** Supplied data follows **

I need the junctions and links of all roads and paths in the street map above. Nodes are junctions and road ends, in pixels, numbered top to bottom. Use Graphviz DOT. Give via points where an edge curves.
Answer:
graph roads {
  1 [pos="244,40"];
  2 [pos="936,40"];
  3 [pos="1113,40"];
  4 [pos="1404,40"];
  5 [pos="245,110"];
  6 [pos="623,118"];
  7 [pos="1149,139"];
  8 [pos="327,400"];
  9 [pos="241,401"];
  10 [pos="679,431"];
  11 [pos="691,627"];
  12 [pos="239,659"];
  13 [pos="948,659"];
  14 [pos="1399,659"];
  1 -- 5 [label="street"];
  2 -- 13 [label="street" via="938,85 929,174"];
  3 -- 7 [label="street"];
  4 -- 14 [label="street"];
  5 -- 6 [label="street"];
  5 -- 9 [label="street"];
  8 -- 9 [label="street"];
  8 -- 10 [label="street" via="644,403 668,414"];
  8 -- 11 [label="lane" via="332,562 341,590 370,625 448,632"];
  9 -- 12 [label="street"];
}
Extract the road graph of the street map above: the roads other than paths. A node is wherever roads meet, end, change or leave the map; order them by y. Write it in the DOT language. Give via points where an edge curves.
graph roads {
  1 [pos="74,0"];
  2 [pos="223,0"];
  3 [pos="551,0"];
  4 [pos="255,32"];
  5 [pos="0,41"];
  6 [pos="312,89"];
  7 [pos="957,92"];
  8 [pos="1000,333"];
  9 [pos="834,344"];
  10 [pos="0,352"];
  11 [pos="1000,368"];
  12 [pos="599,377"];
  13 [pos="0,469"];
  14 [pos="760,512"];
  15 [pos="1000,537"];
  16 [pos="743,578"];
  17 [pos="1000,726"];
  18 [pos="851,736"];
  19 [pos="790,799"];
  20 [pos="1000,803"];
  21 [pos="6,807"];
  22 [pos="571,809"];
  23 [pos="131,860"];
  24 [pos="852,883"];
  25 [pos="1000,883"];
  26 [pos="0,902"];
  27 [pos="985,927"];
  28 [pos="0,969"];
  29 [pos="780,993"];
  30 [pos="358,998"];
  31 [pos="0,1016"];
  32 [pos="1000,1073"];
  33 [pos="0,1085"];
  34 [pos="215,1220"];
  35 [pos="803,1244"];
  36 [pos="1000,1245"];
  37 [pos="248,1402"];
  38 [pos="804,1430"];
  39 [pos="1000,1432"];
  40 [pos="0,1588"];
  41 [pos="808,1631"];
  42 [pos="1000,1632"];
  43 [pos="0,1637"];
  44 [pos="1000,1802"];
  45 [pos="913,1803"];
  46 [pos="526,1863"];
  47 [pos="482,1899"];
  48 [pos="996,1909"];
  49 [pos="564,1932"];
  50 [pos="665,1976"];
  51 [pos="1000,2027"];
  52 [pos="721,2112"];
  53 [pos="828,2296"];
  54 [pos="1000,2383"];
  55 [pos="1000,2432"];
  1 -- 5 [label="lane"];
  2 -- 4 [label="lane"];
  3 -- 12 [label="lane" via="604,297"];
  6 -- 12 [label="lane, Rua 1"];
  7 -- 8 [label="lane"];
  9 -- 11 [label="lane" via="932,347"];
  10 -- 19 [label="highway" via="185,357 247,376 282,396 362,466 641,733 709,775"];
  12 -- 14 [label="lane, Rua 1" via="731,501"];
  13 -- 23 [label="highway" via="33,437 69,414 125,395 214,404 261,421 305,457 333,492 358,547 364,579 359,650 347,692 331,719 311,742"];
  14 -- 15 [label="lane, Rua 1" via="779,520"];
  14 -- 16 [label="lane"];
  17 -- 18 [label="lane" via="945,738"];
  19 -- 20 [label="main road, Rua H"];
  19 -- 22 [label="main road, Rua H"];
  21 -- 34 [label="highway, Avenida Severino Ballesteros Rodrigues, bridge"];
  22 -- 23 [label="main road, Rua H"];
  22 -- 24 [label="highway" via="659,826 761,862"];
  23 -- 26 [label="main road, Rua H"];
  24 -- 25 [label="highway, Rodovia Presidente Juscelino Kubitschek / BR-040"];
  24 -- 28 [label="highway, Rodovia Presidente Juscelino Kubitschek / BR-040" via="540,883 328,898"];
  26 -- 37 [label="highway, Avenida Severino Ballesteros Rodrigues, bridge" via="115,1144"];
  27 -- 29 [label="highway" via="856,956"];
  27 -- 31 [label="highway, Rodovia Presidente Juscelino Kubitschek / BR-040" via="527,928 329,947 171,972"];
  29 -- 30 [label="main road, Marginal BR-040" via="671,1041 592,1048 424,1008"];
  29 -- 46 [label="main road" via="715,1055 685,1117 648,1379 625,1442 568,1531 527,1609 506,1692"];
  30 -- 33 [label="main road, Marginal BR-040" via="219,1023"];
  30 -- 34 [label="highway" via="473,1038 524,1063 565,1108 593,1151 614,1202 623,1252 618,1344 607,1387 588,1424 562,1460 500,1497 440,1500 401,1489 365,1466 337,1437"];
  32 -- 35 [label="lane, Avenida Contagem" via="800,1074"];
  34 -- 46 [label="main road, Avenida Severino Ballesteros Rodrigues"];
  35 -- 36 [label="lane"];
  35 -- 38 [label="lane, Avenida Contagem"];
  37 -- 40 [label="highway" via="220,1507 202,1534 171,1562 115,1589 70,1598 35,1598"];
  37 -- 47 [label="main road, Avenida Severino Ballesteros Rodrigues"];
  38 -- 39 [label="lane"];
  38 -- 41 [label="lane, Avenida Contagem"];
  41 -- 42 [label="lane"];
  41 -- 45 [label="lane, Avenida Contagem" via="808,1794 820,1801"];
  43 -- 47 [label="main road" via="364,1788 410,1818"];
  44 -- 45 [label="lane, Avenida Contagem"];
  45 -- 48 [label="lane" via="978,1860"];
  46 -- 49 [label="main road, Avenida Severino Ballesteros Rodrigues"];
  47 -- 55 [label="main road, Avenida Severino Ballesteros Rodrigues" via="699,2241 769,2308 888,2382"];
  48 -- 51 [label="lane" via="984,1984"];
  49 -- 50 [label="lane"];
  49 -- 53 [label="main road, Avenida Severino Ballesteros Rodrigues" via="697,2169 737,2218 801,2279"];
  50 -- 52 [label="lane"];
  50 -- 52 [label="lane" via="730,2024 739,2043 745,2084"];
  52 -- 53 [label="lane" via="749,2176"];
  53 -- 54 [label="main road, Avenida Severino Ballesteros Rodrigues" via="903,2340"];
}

** End of Supplied data **

#### [Task goal]
Reproduce the data. Match each line exactly.

#### [Task result]
I need the junctions and links of all roads and paths in the street map above. Nodes are junctions and road ends, in pixels, numbered top to bottom. Use Graphviz DOT. Give via points where an edge curves.
Answer:
graph roads {
  1 [pos="244,40"];
  2 [pos="936,40"];
  3 [pos="1113,40"];
  4 [pos="1404,40"];
  5 [pos="245,110"];
  6 [pos="623,118"];
  7 [pos="1149,139"];
  8 [pos="327,400"];
  9 [pos="241,401"];
  10 [pos="679,431"];
  11 [pos="691,627"];
  12 [pos="239,659"];
  13 [pos="948,659"];
  14 [pos="1399,659"];
  1 -- 5 [label="street"];
  2 -- 13 [label="street" via="938,85 929,174"];
  3 -- 7 [label="street"];
  4 -- 14 [label="street"];
  5 -- 6 [label="street"];
  5 -- 9 [label="street"];
  8 -- 9 [label="street"];
  8 -- 10 [label="street" via="644,403 668,414"];
  8 -- 11 [label="lane" via="332,562 341,590 370,625 448,632"];
  9 -- 12 [label="street"];
}
Extract the road graph of the street map above: the roads other than paths. A node is wherever roads meet, end, change or leave the map; order them by y. Write it in the DOT language. Give via points where an edge curves.
graph roads {
  1 [pos="74,0"];
  2 [pos="223,0"];
  3 [pos="551,0"];
  4 [pos="255,32"];
  5 [pos="0,41"];
  6 [pos="312,89"];
  7 [pos="957,92"];
  8 [pos="1000,333"];
  9 [pos="834,344"];
  10 [pos="0,352"];
  11 [pos="1000,368"];
  12 [pos="599,377"];
  13 [pos="0,469"];
  14 [pos="760,512"];
  15 [pos="1000,537"];
  16 [pos="743,578"];
  17 [pos="1000,726"];
  18 [pos="851,736"];
  19 [pos="790,799"];
  20 [pos="1000,803"];
  21 [pos="6,807"];
  22 [pos="571,809"];
  23 [pos="131,860"];
  24 [pos="852,883"];
  25 [pos="1000,883"];
  26 [pos="0,902"];
  27 [pos="985,927"];
  28 [pos="0,969"];
  29 [pos="780,993"];
  30 [pos="358,998"];
  31 [pos="0,1016"];
  32 [pos="1000,1073"];
  33 [pos="0,1085"];
  34 [pos="215,1220"];
  35 [pos="803,1244"];
  36 [pos="1000,1245"];
  37 [pos="248,1402"];
  38 [pos="804,1430"];
  39 [pos="1000,1432"];
  40 [pos="0,1588"];
  41 [pos="808,1631"];
  42 [pos="1000,1632"];
  43 [pos="0,1637"];
  44 [pos="1000,1802"];
  45 [pos="913,1803"];
  46 [pos="526,1863"];
  47 [pos="482,1899"];
  48 [pos="996,1909"];
  49 [pos="564,1932"];
  50 [pos="665,1976"];
  51 [pos="1000,2027"];
  52 [pos="721,2112"];
  53 [pos="828,2296"];
  54 [pos="1000,2383"];
  55 [pos="1000,2432"];
  1 -- 5 [label="lane"];
  2 -- 4 [label="lane"];
  3 -- 12 [label="lane" via="604,297"];
  6 -- 12 [label="lane, Rua 1"];
  7 -- 8 [label="lane"];
  9 -- 11 [label="lane" via="932,347"];
  10 -- 19 [label="highway" via="185,357 247,376 282,396 362,466 641,733 709,775"];
  12 -- 14 [label="lane, Rua 1" via="731,501"];
  13 -- 23 [label="highway" via="33,437 69,414 125,395 214,404 261,421 305,457 333,492 358,547 364,579 359,650 347,692 331,719 311,742"];
  14 -- 15 [label="lane, Rua 1" via="779,520"];
  14 -- 16 [label="lane"];
  17 -- 18 [label="lane" via="945,738"];
  19 -- 20 [label="main road, Rua H"];
  19 -- 22 [label="main road, Rua H"];
  21 -- 34 [label="highway, Avenida Severino Ballesteros Rodrigues, bridge"];
  22 -- 23 [label="main road, Rua H"];
  22 -- 24 [label="highway" via="659,826 761,862"];
  23 -- 26 [label="main road, Rua H"];
  24 -- 25 [label="highway, Rodovia Presidente Juscelino Kubitschek / BR-040"];
  24 -- 28 [label="highway, Rodovia Presidente Juscelino Kubitschek / BR-040" via="540,883 328,898"];
  26 -- 37 [label="highway, Avenida Severino Ballesteros Rodrigues, bridge" via="115,1144"];
  27 -- 29 [label="highway" via="856,956"];
  27 -- 31 [label="highway, Rodovia Presidente Juscelino Kubitschek / BR-040" via="527,928 329,947 171,972"];
  29 -- 30 [label="main road, Marginal BR-040" via="671,1041 592,1048 424,1008"];
  29 -- 46 [label="main road" via="715,1055 685,1117 648,1379 625,1442 568,1531 527,1609 506,1692"];
  30 -- 33 [label="main road, Marginal BR-040" via="219,1023"];
  30 -- 34 [label="highway" via="473,1038 524,1063 565,1108 593,1151 614,1202 623,1252 618,1344 607,1387 588,1424 562,1460 500,1497 440,1500 401,1489 365,1466 337,1437"];
  32 -- 35 [label="lane, Avenida Contagem" via="800,1074"];
  34 -- 46 [label="main road, Avenida Severino Ballesteros Rodrigues"];
  35 -- 36 [label="lane"];
  35 -- 38 [label="lane, Avenida Contagem"];
  37 -- 40 [label="highway" via="220,1507 202,1534 171,1562 115,1589 70,1598 35,1598"];
  37 -- 47 [label="main road, Avenida Severino Ballesteros Rodrigues"];
  38 -- 39 [label="lane"];
  38 -- 41 [label="lane, Avenida Contagem"];
  41 -- 42 [label="lane"];
  41 -- 45 [label="lane, Avenida Contagem" via="808,1794 820,1801"];
  43 -- 47 [label="main road" via="364,1788 410,1818"];
  44 -- 45 [label="lane, Avenida Contagem"];
  45 -- 48 [label="lane" via="978,1860"];
  46 -- 49 [label="main road, Avenida Severino Ballesteros Rodrigues"];
  47 -- 55 [label="main road, Avenida Severino Ballesteros Rodrigues" via="699,2241 769,2308 888,2382"];
  48 -- 51 [label="lane" via="984,1984"];
  49 -- 50 [label="lane"];
  49 -- 53 [label="main road, Avenida Severino Ballesteros Rodrigues" via="697,2169 737,2218 801,2279"];
  50 -- 52 [label="lane"];
  50 -- 52 [label="lane" via="730,2024 739,2043 745,2084"];
  52 -- 53 [label="lane" via="749,2176"];
  53 -- 54 [label="main road, Avenida Severino Ballesteros Rodrigues" via="903,2340"];
}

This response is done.